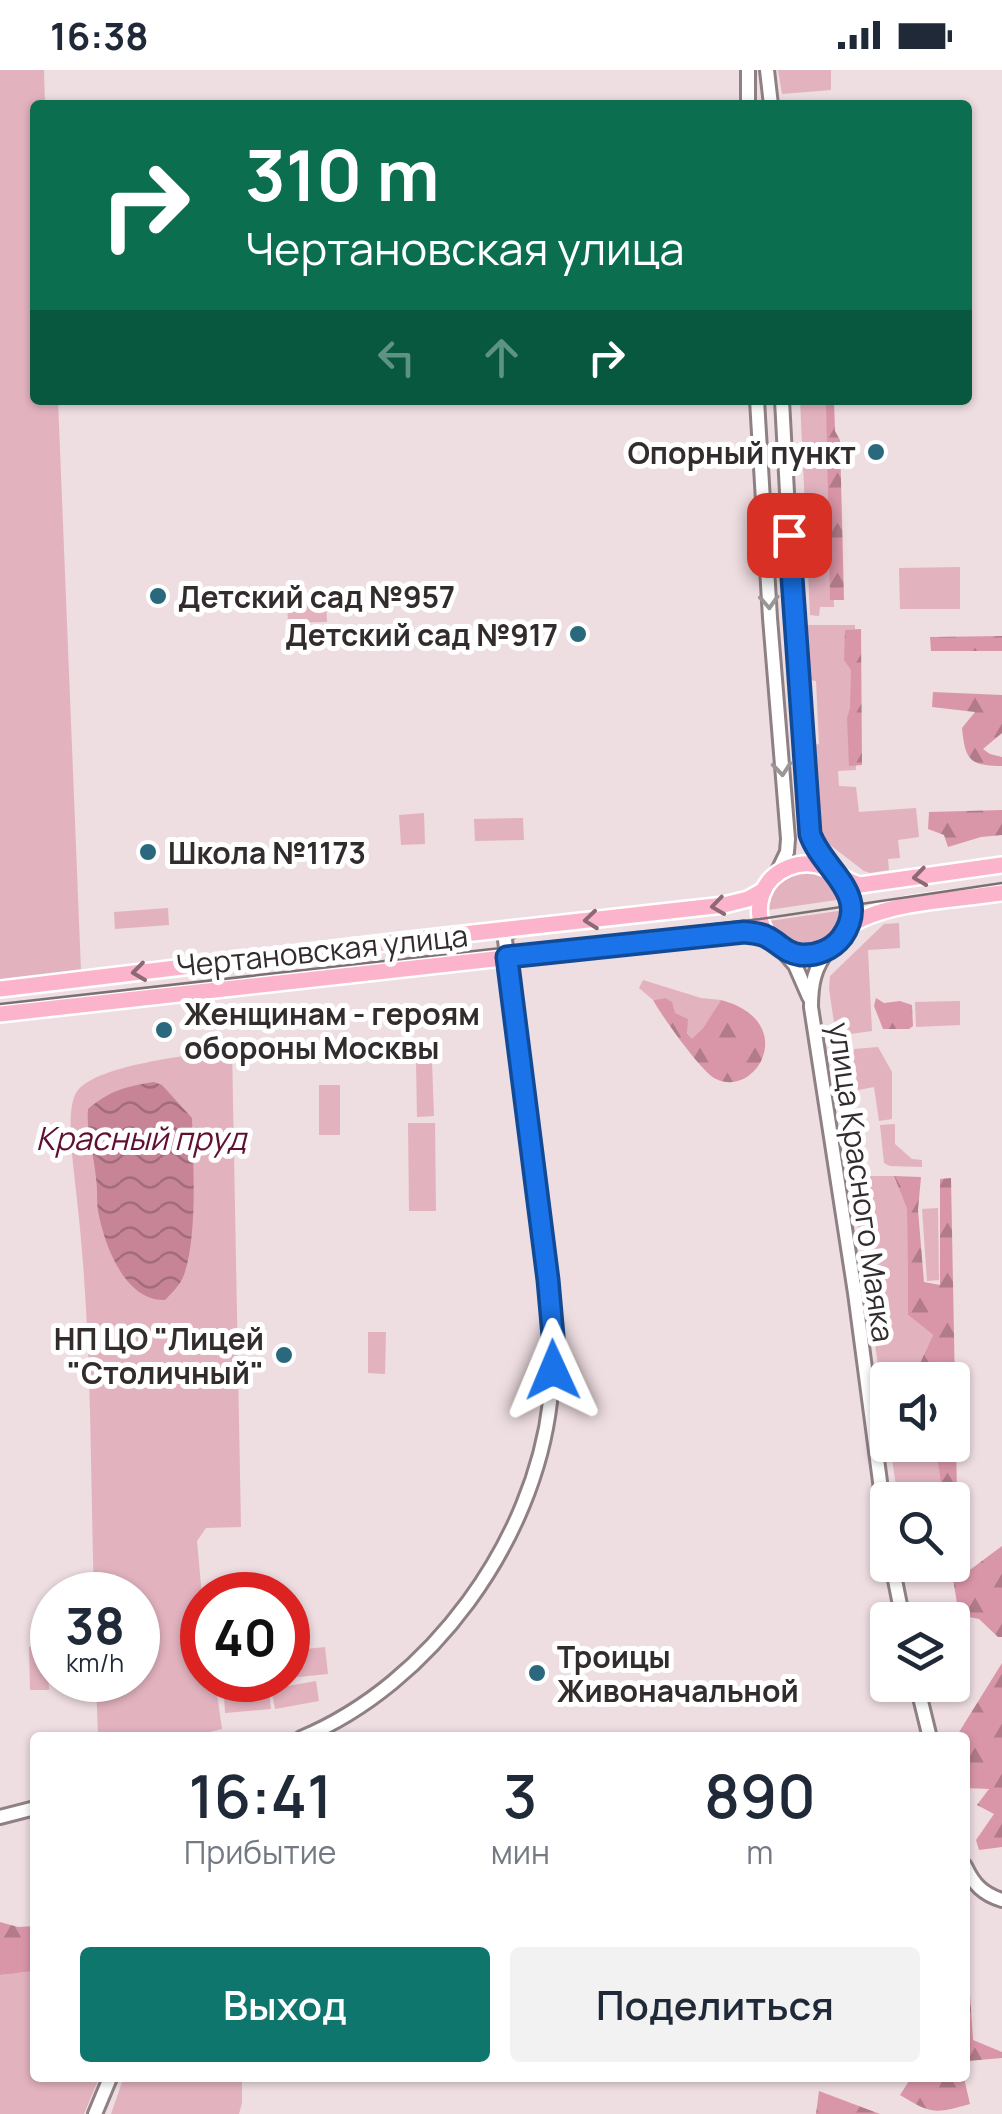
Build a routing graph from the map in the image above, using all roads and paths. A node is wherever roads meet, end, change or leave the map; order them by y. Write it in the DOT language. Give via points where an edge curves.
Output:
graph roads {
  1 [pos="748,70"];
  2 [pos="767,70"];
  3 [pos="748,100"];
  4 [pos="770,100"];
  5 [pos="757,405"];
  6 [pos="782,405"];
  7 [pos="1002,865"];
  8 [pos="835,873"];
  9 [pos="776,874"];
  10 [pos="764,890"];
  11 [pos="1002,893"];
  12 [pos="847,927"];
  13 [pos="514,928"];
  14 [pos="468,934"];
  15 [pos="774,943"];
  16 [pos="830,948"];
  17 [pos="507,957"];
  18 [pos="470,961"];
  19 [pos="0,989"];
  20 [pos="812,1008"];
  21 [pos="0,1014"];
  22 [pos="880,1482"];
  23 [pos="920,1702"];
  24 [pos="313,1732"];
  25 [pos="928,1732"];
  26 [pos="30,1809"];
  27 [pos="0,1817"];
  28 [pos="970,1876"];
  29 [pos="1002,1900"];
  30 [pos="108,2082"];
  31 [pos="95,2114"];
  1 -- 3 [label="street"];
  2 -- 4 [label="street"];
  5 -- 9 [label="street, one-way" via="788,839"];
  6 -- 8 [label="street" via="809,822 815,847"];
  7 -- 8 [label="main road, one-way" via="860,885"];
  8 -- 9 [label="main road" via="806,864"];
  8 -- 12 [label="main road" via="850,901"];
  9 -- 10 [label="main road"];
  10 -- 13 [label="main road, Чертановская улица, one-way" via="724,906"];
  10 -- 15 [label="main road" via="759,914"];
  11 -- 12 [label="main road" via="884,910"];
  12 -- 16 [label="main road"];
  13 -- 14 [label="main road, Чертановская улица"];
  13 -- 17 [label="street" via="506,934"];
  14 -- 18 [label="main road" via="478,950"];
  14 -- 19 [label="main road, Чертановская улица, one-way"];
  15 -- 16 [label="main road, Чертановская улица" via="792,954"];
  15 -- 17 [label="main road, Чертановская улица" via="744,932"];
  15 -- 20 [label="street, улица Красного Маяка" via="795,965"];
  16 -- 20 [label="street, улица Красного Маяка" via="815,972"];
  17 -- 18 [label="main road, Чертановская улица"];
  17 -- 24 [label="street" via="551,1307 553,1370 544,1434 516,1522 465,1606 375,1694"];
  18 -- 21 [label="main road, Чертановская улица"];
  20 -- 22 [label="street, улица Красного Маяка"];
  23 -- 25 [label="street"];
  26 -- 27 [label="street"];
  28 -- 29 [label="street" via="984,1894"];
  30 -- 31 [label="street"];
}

--

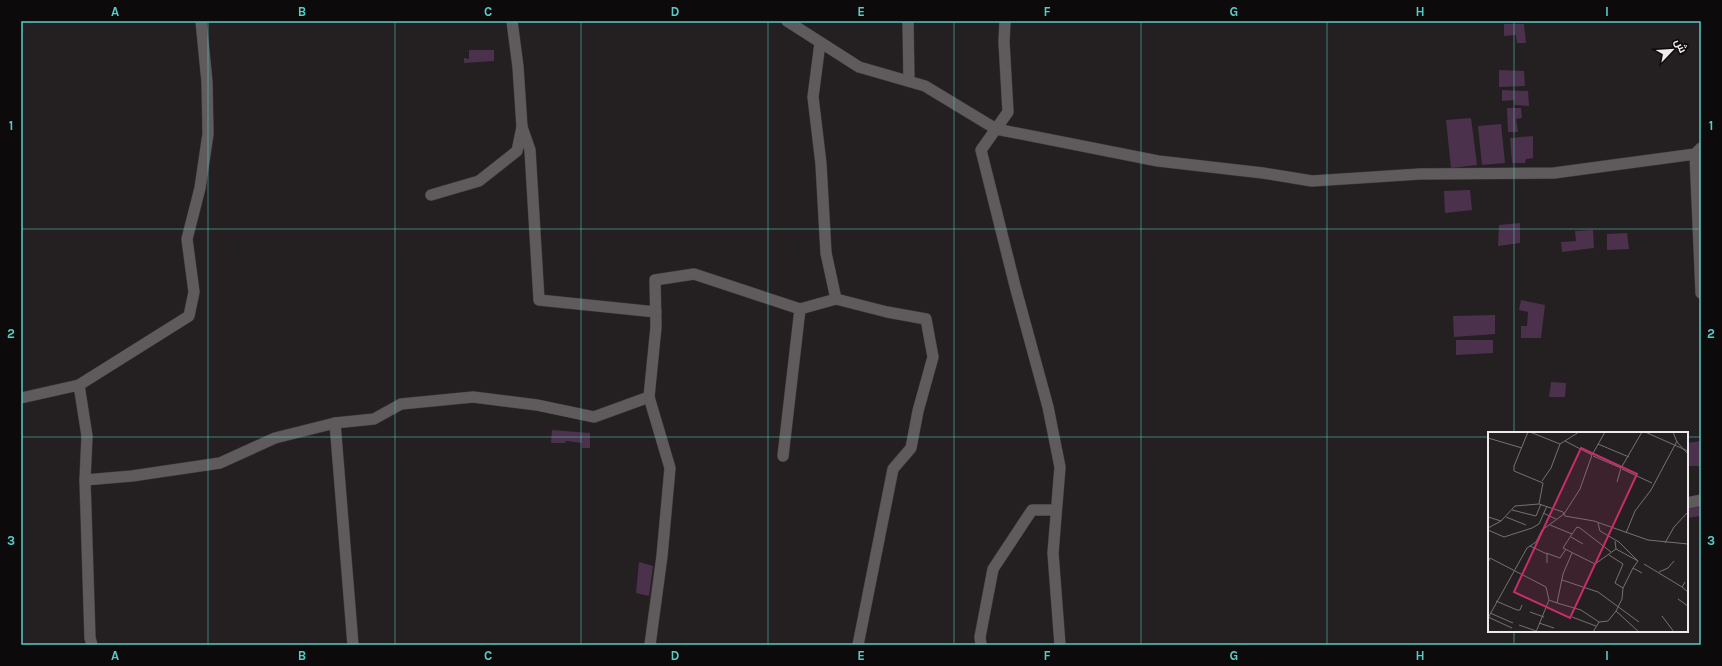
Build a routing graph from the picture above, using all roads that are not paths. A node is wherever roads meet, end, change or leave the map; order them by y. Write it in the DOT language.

→ **Your instructions**: Copy out all lines from the records where the word "change" appears.

→ **Exercise answer**:
Build a routing graph from the map in the image above, using all roads and paths. A node is wherever roads meet, end, change or leave the map; order them by y. Write it in the DOT language. Give via points where an edge curves.
Build a routing graph from the picture above, using all roads that are not paths. A node is wherever roads meet, end, change or leave the map; order them by y. Write it in the DOT language.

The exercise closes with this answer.